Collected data
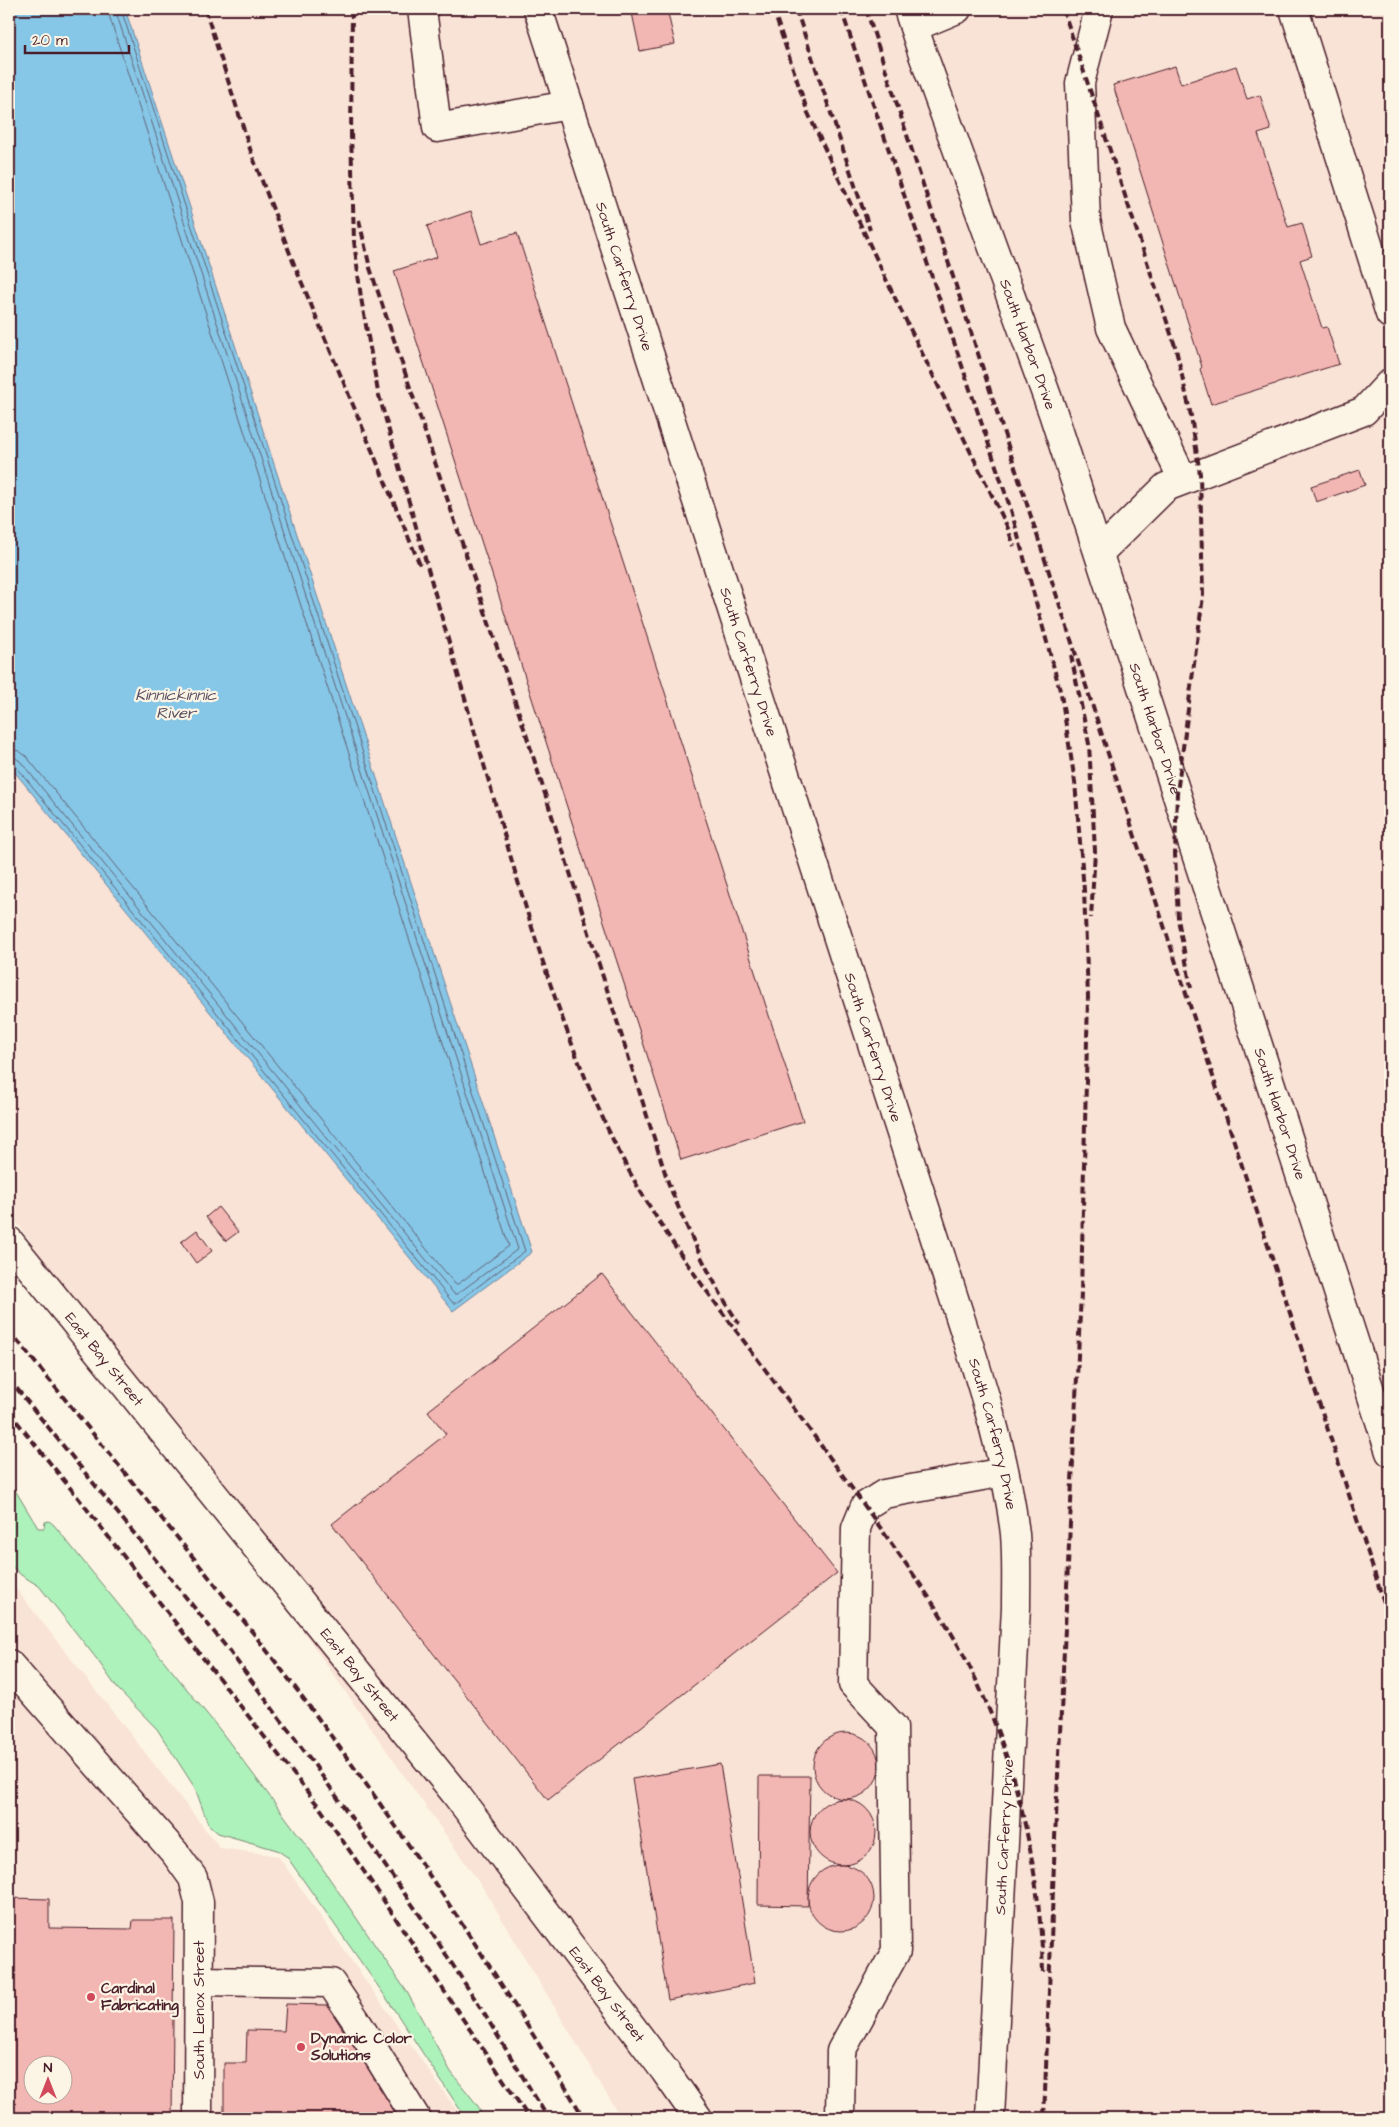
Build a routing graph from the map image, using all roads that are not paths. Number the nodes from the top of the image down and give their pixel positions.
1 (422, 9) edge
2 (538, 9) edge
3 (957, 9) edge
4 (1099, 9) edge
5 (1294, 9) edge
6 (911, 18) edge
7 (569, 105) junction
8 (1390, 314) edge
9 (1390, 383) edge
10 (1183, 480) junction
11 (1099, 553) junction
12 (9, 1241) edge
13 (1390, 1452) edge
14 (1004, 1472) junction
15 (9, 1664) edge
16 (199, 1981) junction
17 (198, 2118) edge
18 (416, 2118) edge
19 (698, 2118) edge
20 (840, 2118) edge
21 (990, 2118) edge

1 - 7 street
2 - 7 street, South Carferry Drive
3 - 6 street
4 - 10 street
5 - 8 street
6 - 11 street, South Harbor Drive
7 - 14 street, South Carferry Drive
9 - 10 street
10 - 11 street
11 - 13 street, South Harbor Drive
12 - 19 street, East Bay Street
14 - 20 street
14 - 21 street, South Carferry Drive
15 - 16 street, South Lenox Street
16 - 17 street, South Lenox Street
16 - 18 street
...
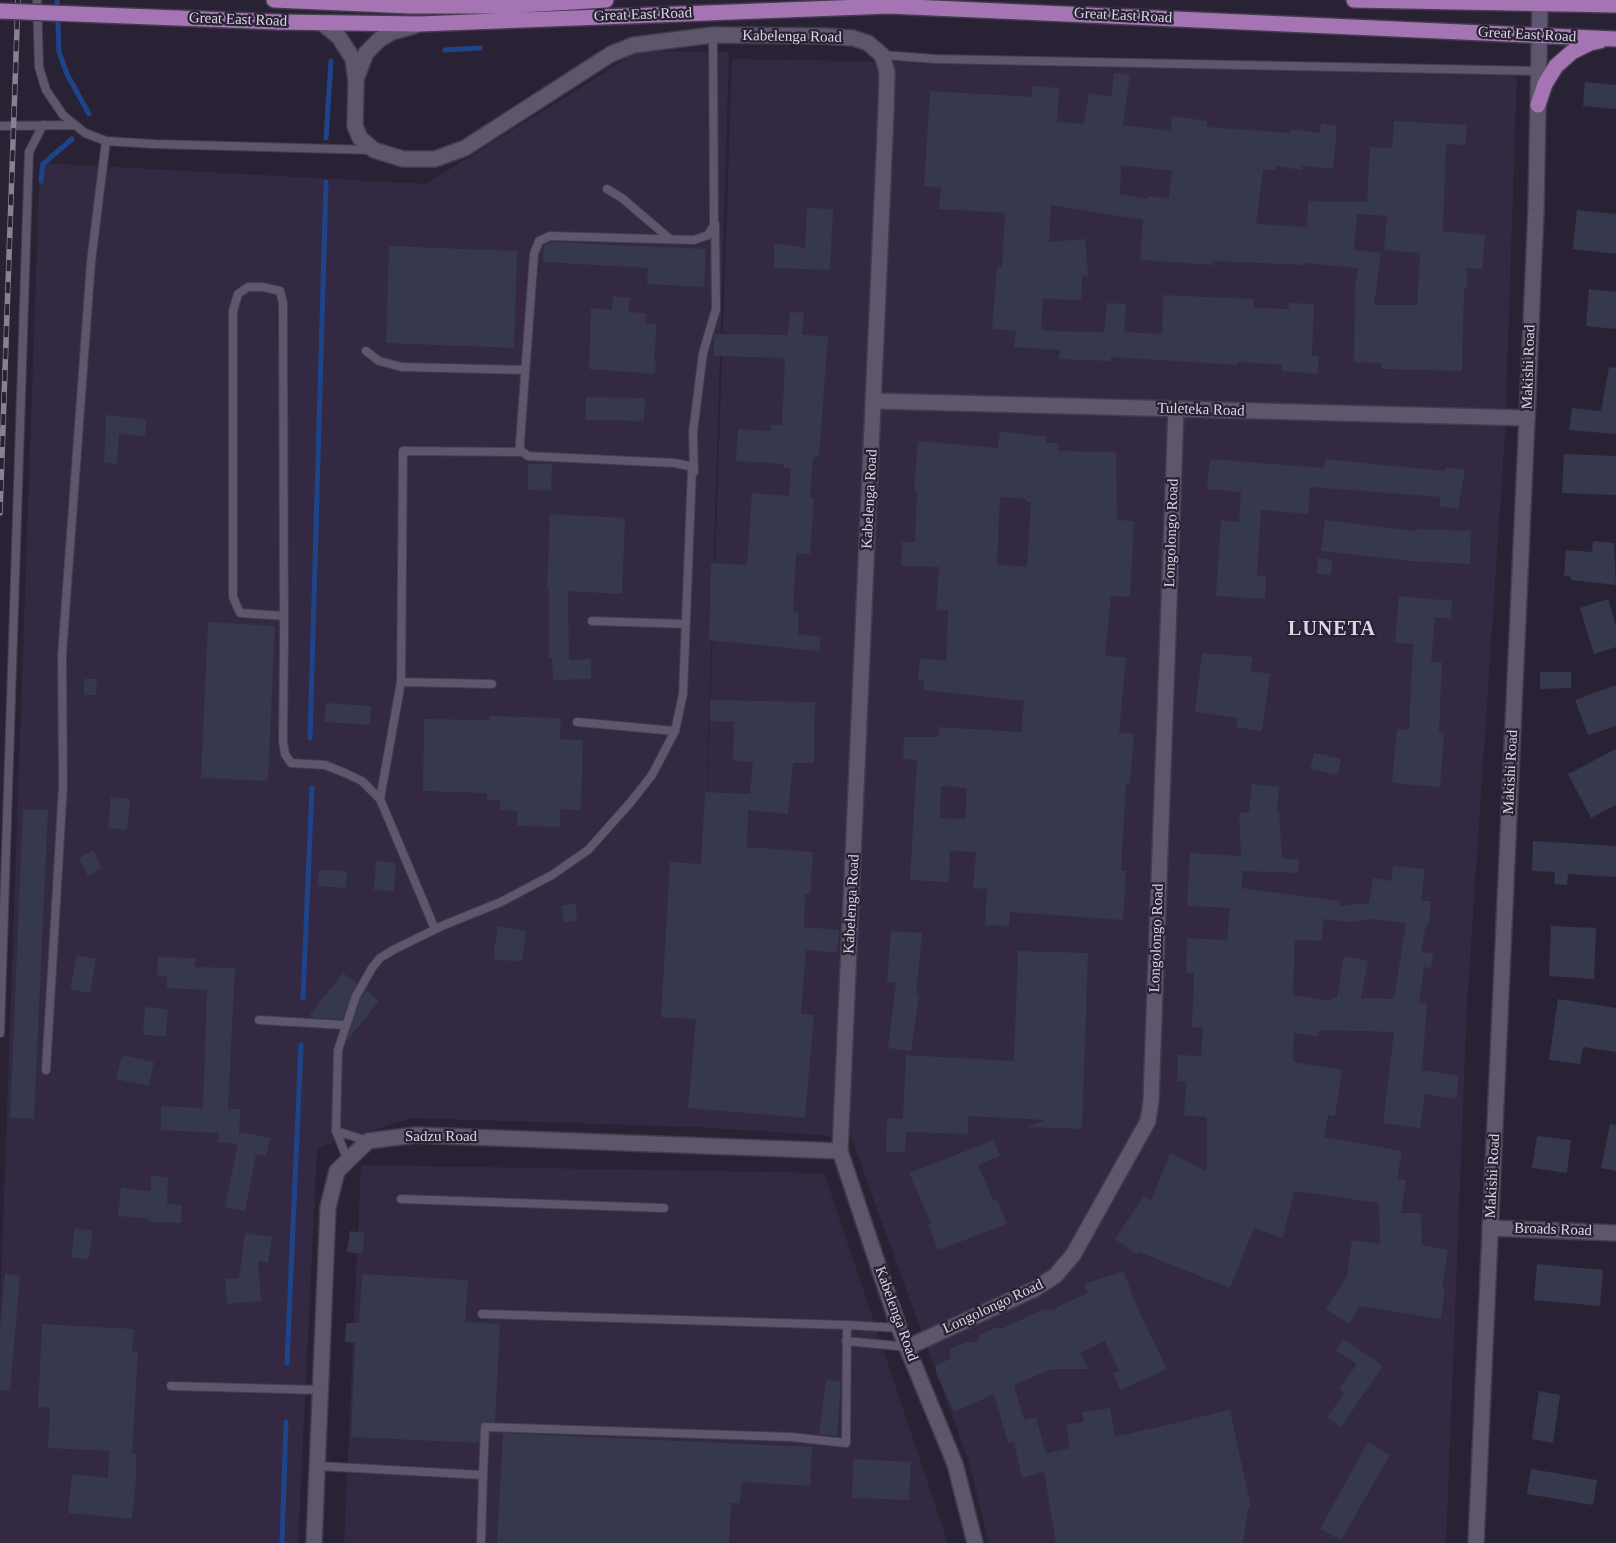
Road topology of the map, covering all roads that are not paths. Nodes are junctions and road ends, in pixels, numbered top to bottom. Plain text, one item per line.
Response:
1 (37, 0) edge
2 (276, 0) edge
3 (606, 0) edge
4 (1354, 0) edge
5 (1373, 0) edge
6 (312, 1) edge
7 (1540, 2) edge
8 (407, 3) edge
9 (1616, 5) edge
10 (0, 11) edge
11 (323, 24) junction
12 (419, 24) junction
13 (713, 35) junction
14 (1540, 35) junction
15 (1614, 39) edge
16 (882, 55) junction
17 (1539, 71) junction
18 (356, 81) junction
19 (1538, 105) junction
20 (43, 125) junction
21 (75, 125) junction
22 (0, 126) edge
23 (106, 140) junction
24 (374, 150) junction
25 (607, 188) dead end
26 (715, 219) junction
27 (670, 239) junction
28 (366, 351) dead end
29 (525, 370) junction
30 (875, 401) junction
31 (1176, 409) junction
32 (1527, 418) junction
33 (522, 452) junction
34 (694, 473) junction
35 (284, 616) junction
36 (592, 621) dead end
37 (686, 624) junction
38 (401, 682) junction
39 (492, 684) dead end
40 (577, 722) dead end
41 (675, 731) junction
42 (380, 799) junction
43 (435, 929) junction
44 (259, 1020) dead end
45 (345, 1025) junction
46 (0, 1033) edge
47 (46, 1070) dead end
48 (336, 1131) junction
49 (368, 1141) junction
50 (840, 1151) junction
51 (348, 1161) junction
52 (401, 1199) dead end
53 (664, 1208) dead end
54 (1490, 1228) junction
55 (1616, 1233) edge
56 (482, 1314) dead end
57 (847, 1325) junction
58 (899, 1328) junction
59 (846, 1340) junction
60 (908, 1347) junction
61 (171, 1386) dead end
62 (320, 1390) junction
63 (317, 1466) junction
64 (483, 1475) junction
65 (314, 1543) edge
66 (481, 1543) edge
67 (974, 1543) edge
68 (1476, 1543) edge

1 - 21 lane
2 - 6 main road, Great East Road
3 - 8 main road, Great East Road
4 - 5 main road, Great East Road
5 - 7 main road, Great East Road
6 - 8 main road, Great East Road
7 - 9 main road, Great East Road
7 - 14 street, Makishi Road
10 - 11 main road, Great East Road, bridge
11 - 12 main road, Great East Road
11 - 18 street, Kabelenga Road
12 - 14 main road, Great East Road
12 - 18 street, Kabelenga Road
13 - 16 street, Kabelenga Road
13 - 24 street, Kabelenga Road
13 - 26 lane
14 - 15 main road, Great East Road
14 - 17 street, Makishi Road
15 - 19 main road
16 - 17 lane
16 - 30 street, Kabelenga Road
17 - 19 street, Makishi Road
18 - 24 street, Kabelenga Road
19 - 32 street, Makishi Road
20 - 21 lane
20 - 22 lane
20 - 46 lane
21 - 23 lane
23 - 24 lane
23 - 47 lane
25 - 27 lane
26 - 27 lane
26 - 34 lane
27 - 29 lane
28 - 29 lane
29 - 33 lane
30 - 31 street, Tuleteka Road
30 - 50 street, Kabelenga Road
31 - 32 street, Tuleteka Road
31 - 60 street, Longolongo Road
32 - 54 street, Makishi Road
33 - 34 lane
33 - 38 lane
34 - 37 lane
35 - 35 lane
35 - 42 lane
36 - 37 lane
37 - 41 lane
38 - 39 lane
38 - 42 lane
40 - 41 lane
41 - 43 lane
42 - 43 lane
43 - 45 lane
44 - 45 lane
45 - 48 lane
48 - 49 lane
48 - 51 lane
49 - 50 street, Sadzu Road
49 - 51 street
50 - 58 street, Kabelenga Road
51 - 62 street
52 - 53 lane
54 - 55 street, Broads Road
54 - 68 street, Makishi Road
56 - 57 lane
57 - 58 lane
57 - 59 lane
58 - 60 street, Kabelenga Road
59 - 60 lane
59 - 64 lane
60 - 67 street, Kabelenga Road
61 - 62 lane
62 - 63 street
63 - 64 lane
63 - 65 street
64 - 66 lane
--
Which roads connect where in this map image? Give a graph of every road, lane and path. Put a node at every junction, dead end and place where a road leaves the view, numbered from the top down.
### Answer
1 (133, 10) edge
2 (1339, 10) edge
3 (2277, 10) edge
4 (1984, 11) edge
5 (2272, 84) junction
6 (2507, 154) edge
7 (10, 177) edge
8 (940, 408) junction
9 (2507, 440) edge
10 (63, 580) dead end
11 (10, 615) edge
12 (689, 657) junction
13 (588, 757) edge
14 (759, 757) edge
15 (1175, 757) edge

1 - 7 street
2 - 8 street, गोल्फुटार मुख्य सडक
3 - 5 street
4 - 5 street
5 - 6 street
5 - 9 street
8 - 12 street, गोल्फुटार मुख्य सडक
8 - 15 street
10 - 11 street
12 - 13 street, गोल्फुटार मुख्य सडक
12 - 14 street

* Exercise details:
Go through the records and show every line with the string "numbered" in it.

* Output for this task:
Road topology of the map, covering all roads that are not paths. Nodes are junctions and road ends, in pixels, numbered top to bottom. Plain text, one item per line.
Which roads connect where in this map image? Give a graph of every road, lane and path. Put a node at every junction, dead end and place where a road leaves the view, numbered from the top down.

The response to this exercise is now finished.